# [DESCRIPTION OF THE TASK]
Filter the entries, keeping every line with the word "Constantia".

# [GIVEN DATA]

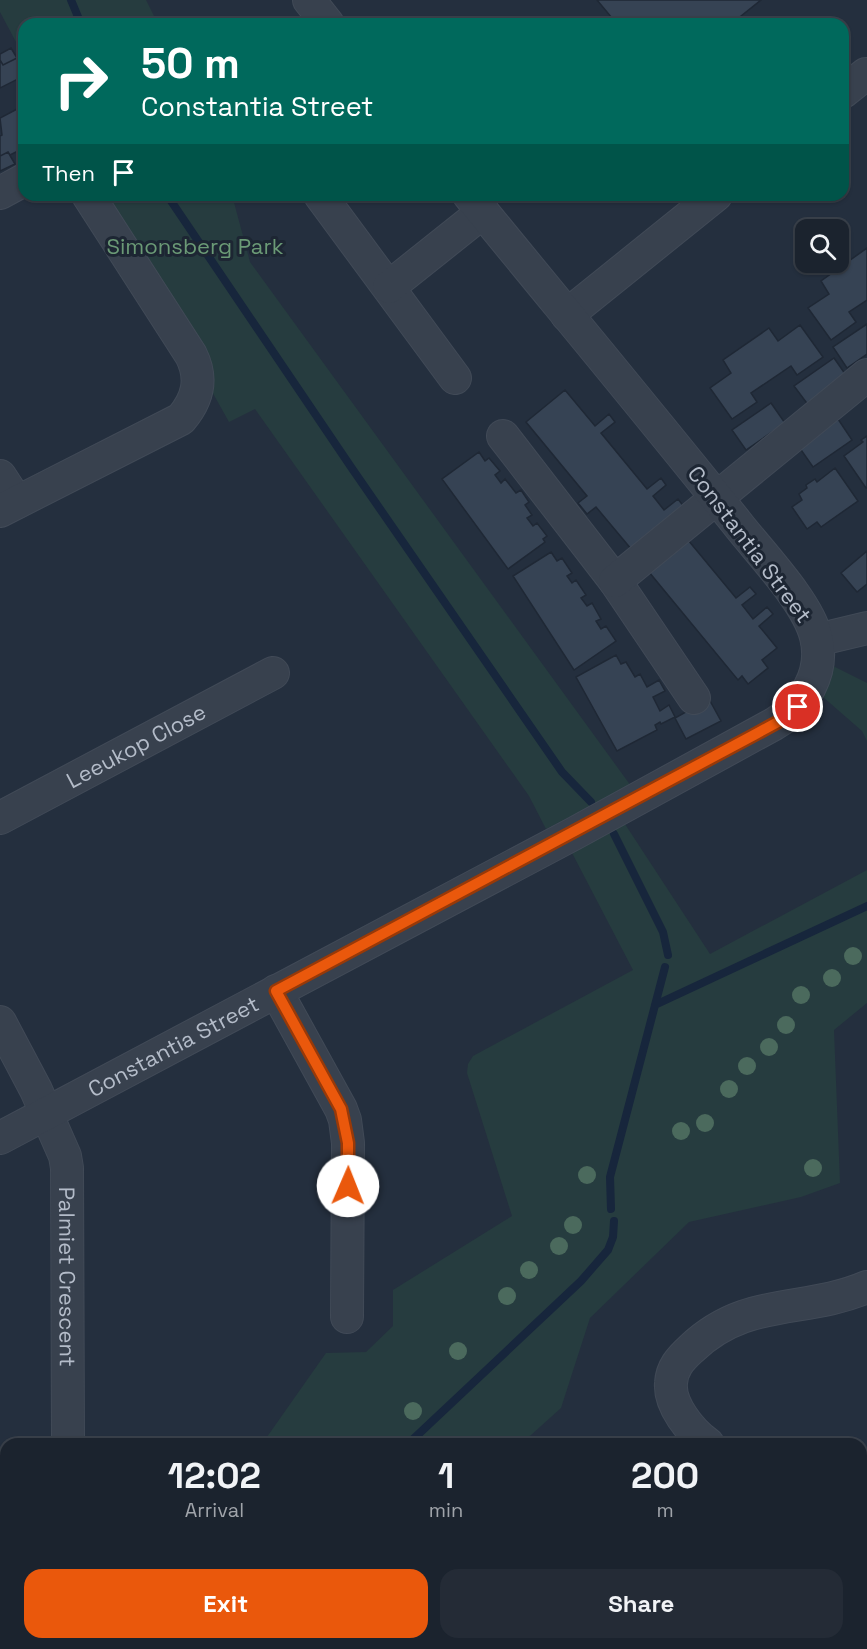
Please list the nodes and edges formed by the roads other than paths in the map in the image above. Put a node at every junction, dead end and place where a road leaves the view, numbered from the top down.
1 (309, 0) edge
2 (323, 18) edge
3 (18, 183) edge
4 (0, 193) edge
5 (92, 201) edge
6 (324, 201) edge
7 (709, 201) edge
8 (476, 204) edge
9 (389, 287) junction
10 (567, 315) junction
11 (867, 375) edge
12 (455, 378) dead end
13 (503, 436) dead end
14 (0, 476) edge
15 (716, 497) junction
16 (8, 506) edge
17 (615, 581) junction
18 (867, 628) edge
19 (817, 640) junction
20 (273, 673) dead end
21 (694, 698) dead end
22 (0, 818) edge
23 (276, 991) junction
24 (0, 1022) edge
25 (46, 1113) junction
26 (0, 1138) edge
27 (867, 1287) edge
28 (346, 1317) dead end
29 (68, 1438) edge
30 (702, 1438) edge

1 - 2 street
3 - 4 street
5 - 16 street
6 - 9 street
7 - 10 street
8 - 9 street
8 - 10 street, Constantia Street
9 - 12 street
10 - 15 street, Constantia Street
11 - 15 street
13 - 17 street
14 - 16 street
15 - 17 street
15 - 19 street, Constantia Street
17 - 21 street
18 - 19 street
19 - 23 street, Constantia Street
20 - 22 street, Leeukop Close
23 - 25 street, Constantia Street
23 - 28 street
24 - 25 street, Palmiet Crescent
25 - 26 street, Constantia Street
25 - 29 street, Palmiet Crescent
27 - 30 street

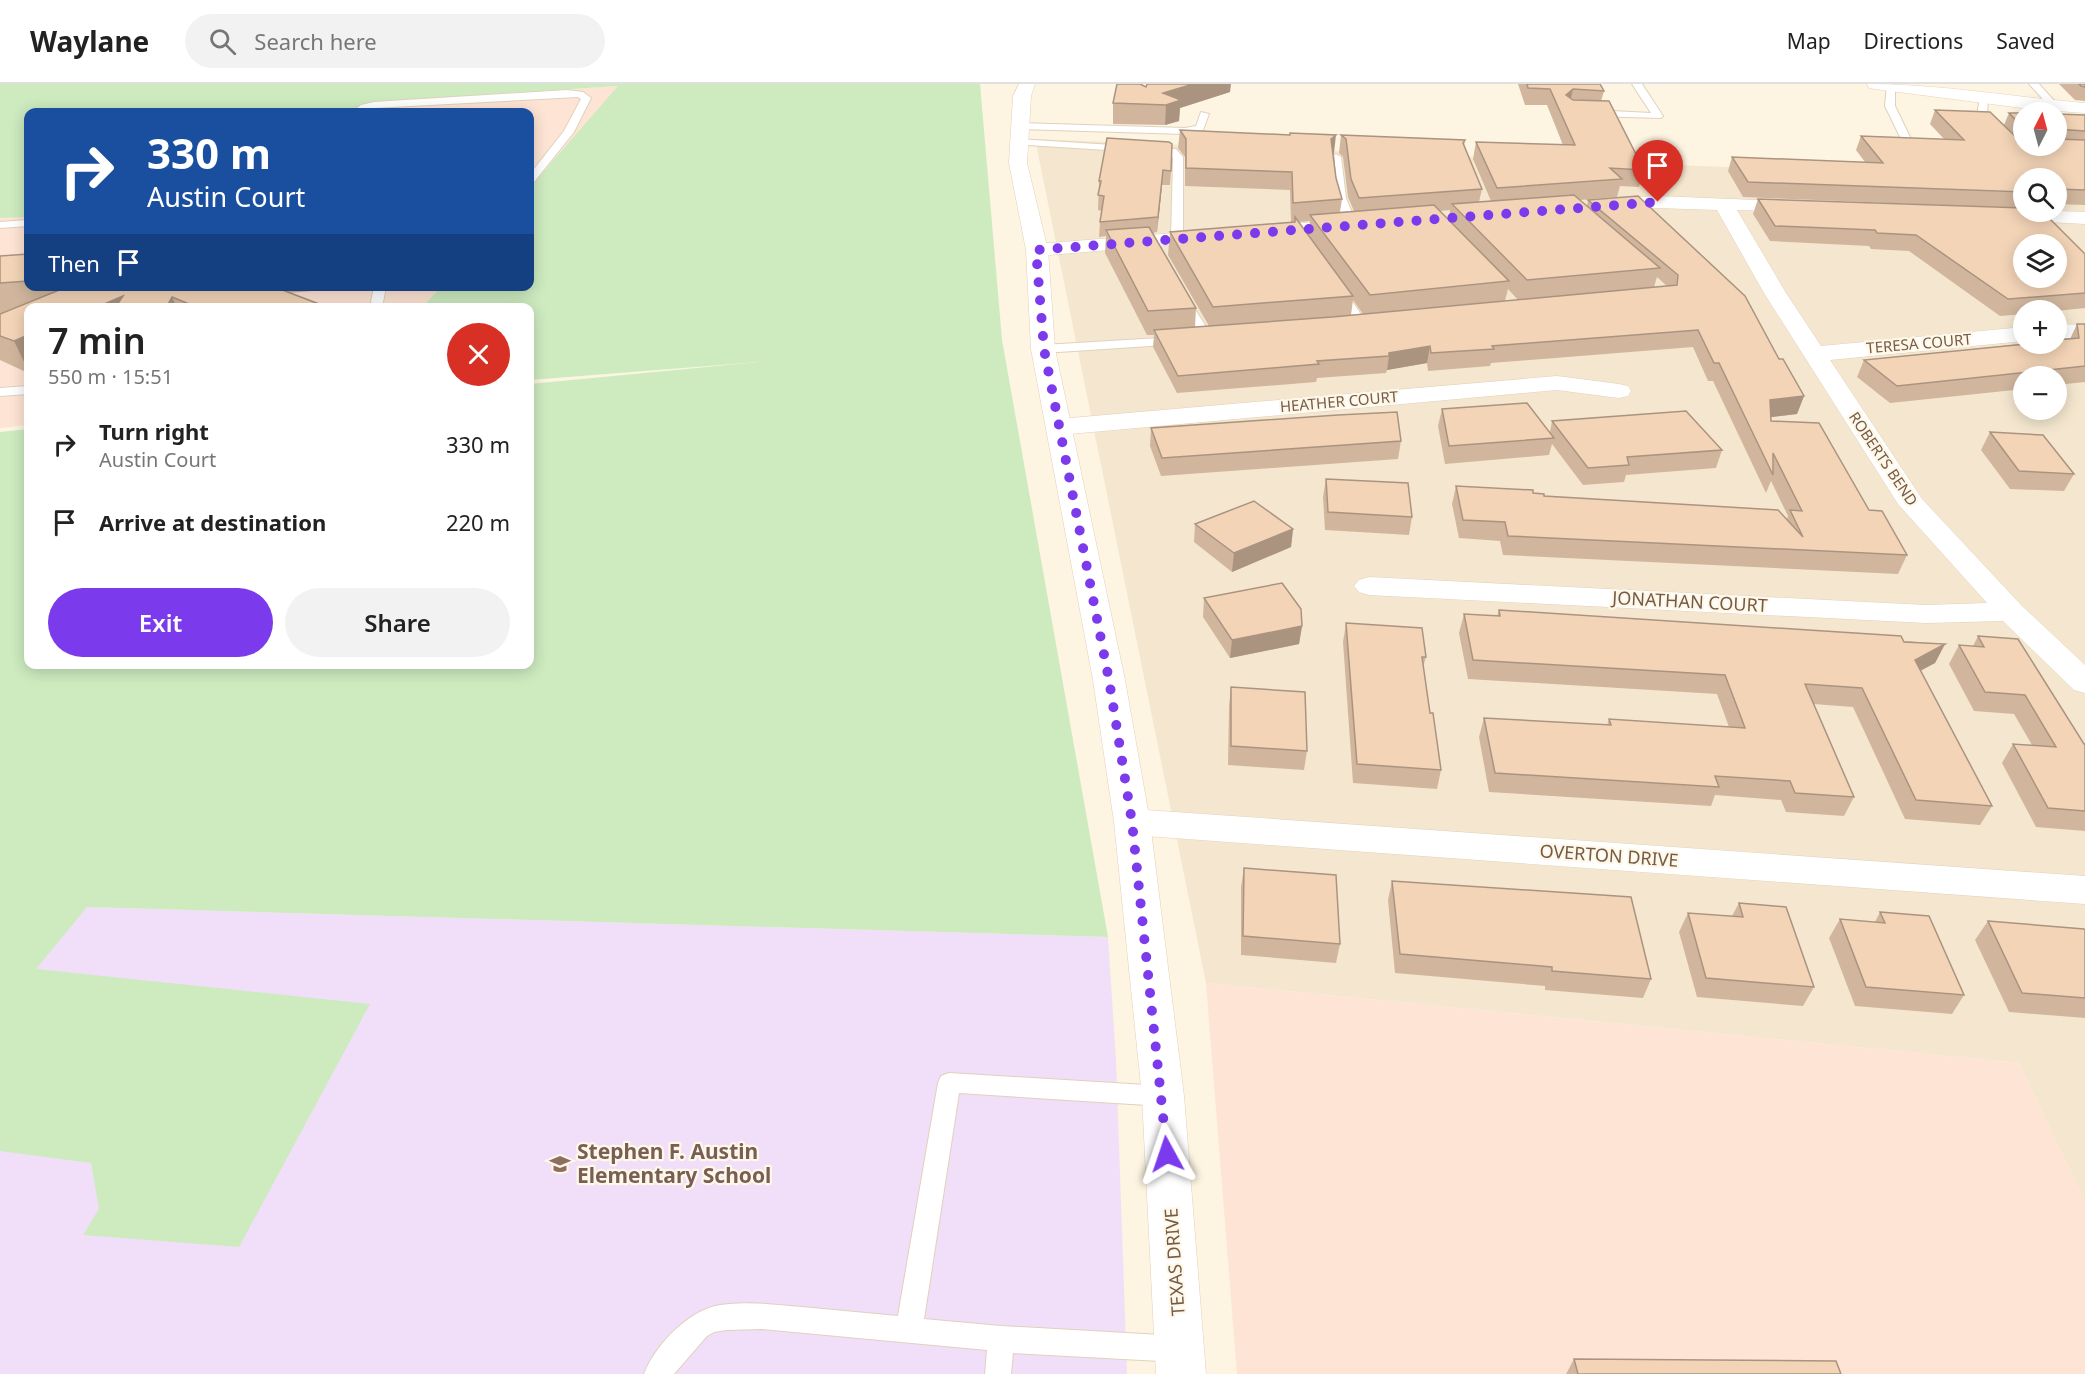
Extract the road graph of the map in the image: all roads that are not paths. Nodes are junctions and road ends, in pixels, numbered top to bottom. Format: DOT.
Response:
graph roads {
  1 [pos="1027,84"];
  2 [pos="1638,84"];
  3 [pos="2034,84"];
  4 [pos="1883,85"];
  5 [pos="1983,98"];
  6 [pos="471,99"];
  7 [pos="2018,102"];
  8 [pos="2050,102"];
  9 [pos="2067,107"];
  10 [pos="363,108"];
  11 [pos="466,108"];
  12 [pos="2085,108"];
  13 [pos="1581,112"];
  14 [pos="1204,114"];
  15 [pos="1018,134"];
  16 [pos="1905,137"];
  17 [pos="2006,138"];
  18 [pos="1336,157"];
  19 [pos="534,175"];
  20 [pos="1723,204"];
  21 [pos="1578,207"];
  22 [pos="1822,207"];
  23 [pos="1977,213"];
  24 [pos="2085,218"];
  25 [pos="1374,223"];
  26 [pos="24,224"];
  27 [pos="0,225"];
  28 [pos="1351,225"];
  29 [pos="1177,239"];
  30 [pos="1036,250"];
  31 [pos="1331,278"];
  32 [pos="1177,288"];
  33 [pos="1362,325"];
  34 [pos="2067,331"];
  35 [pos="2085,332"];
  36 [pos="2013,335"];
  37 [pos="1044,349"];
  38 [pos="1814,354"];
  39 [pos="24,390"];
  40 [pos="1619,391"];
  41 [pos="0,392"];
  42 [pos="1059,427"];
  43 [pos="1369,586"];
  44 [pos="2012,612"];
  45 [pos="2085,683"];
  46 [pos="1132,822"];
  47 [pos="2085,890"];
  48 [pos="1163,1096"];
  49 [pos="909,1329"];
  50 [pos="1001,1339"];
  51 [pos="1181,1362"];
  52 [pos="657,1374"];
  53 [pos="998,1374"];
  1 -- 15 [label="street, TEXAS DRIVE"];
  2 -- 13 [label="lane"];
  3 -- 8 [label="lane"];
  4 -- 5 [label="street"];
  4 -- 16 [label="lane"];
  5 -- 7 [label="street"];
  5 -- 17 [label="lane"];
  6 -- 10 [label="lane"];
  6 -- 11 [label="lane"];
  6 -- 19 [label="lane"];
  9 -- 12 [label="street"];
  14 -- 15 [label="lane"];
  15 -- 29 [label="lane"];
  15 -- 30 [label="street, TEXAS DRIVE"];
  18 -- 28 [label="lane"];
  20 -- 21 [label="street"];
  20 -- 22 [label="street"];
  20 -- 38 [label="street, ROBERTS BEND"];
  23 -- 24 [label="street"];
  25 -- 28 [label="street"];
  26 -- 27 [label="lane"];
  28 -- 29 [label="street"];
  29 -- 30 [label="street"];
  30 -- 37 [label="street, TEXAS DRIVE"];
  31 -- 33 [label="lane"];
  32 -- 37 [label="lane"];
  34 -- 35 [label="street"];
  36 -- 38 [label="street, TERESA COURT"];
  37 -- 42 [label="street, TEXAS DRIVE"];
  38 -- 44 [label="street, ROBERTS BEND"];
  39 -- 41 [label="lane"];
  40 -- 42 [label="street, HEATHER COURT"];
  42 -- 46 [label="street, TEXAS DRIVE"];
  43 -- 44 [label="street, JONATHAN COURT"];
  44 -- 45 [label="street, ROBERTS BEND"];
  46 -- 47 [label="street, OVERTON DRIVE"];
  46 -- 48 [label="street, TEXAS DRIVE"];
  48 -- 49 [label="lane"];
  48 -- 51 [label="street, TEXAS DRIVE"];
  49 -- 50 [label="lane"];
  49 -- 52 [label="lane"];
  50 -- 51 [label="lane"];
  50 -- 53 [label="lane"];
}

# [OUTPUT BELOW]
8 - 10 street, Constantia Street
10 - 15 street, Constantia Street
15 - 19 street, Constantia Street
19 - 23 street, Constantia Street
23 - 25 street, Constantia Street
25 - 26 street, Constantia Street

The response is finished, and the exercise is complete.